Examination of Witnesses (Questions 80-99)

DR IAIN WATSON, DR ANDREW TYLER, MR JONATHAN LYLE AND LIEUTENANT GENERAL ANDREW FIGGURES

27 JUNE 2006

  Q80  Chairman: How is this project going to deal with fast inshore attack craft?

  Mr Lyle: We are putting new barrels on, giving more precise, accurate fire, but more importantly, as you can see in the pictures, we are putting additional sensors on to the mount so we have a forward-looking infra-red imager. We have what we call side lobe suppression in the radar, which means—the engineers in the room will hopefully understand it—that we are looking to direct the beam more clearly so that it gives it a look-down capability to discriminate and pick up targets against sea clutter. The sea produces a scattering effect for normal radars. This gives it an ability to look down more. It is looking up to aircraft threats or sea-skimming threats. It gives it an ability to look down at things coming effectively below the horizon. The system would look down on things on the water. It gives it that additional capability as well as retaining its capability to defend against sea-skimmers and against aircraft.
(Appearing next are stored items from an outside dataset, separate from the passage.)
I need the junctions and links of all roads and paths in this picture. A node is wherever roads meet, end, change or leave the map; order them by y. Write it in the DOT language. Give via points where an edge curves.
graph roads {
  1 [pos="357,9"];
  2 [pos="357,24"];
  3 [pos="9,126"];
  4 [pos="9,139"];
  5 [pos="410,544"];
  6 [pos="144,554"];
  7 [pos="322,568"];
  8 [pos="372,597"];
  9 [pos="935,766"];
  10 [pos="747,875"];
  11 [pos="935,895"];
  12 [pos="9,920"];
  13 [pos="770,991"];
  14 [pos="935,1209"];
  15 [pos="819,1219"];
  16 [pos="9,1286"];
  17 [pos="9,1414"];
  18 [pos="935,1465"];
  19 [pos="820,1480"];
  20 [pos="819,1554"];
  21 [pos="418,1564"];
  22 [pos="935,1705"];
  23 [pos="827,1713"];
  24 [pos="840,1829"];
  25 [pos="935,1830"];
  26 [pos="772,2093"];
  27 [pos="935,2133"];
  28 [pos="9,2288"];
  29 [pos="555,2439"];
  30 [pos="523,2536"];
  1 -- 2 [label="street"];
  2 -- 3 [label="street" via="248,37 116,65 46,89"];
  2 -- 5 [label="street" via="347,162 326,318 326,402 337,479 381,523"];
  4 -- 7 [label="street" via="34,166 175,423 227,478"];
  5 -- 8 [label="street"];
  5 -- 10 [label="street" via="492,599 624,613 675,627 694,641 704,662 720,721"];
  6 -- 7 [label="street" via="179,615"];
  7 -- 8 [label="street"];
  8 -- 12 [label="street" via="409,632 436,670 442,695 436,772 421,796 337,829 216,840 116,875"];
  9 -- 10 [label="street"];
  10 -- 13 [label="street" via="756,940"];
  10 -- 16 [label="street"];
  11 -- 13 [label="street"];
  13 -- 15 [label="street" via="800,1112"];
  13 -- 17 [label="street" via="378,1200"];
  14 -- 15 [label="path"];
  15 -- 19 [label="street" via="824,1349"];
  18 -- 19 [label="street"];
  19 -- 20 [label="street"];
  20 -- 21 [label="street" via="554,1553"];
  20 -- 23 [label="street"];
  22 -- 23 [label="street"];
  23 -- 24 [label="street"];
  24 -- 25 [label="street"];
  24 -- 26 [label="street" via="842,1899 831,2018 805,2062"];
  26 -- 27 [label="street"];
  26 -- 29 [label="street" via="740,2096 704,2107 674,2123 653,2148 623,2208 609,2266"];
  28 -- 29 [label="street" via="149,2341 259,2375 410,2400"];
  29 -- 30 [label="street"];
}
  Q81  Chairman: At the end of March the projected cost was £63 million, which was £3 million under the approved cost. Does it remain the same? Is that the current forecast?

  Mr Lyle: That is the current forecast, yes.

  Q82  Chairman: At the end of March the forecast in-service date was July 2008. Does that remain the same?

  Mr Lyle: Yes, that is the same.

  Q83  Chairman: Does that in-service date projected relate to both the small calibre gun and the upgrade of Phalanx 1A?

  Mr Lyle: The in-service date is a combination of the two systems. The in-service date is actually driven by the later of the two systems. So we plan to have an initial operating capability with the automated small calibre gun on the Type 23 in the summer of 2007; in July in fact. So that will already be in service in 2008. The ISD is defined as when we have both systems in service, so it is driven by the Phalanx system.

  Q84  Chairman: When the Type 45 destroyer replaces the Type 42, is there still a need to fit the Type 42 with an upgrade to the Phalanx system?

  Mr Lyle: The Type 42 currently has Phalanx 1A systems. A certain number of Type 42s, five in fact, will be upgraded to the Phalanx 1B system and will carry that until they are paid out of the Royal Navy service. When that happens, the Phalanx 1B mounts that we have will be refitted to other ships in the Royal Navy's fleet and a decision will be taken at that time as to which are the priority to receive it. A number of RFAs are receiving modifications to enable them to receive this system. We will take a decision at the time. We will recycle the mounts, as we currently do, on to those ships that are best judged to need the capability at the time. So the assets will be reused.

  Q85  Chairman: What system do other navies use to deal with these threats?

  Mr Lyle: The Phalanx system is very much the market leader. I believe there are about 23 navies who operate the Phalanx 1A and about seven, including ourselves, who operate the 1B. The other contender which we do operate on our ships is the Dutch goalkeeper system, which we operate on some of our larger ships, but the market leader is very much the Phalanx.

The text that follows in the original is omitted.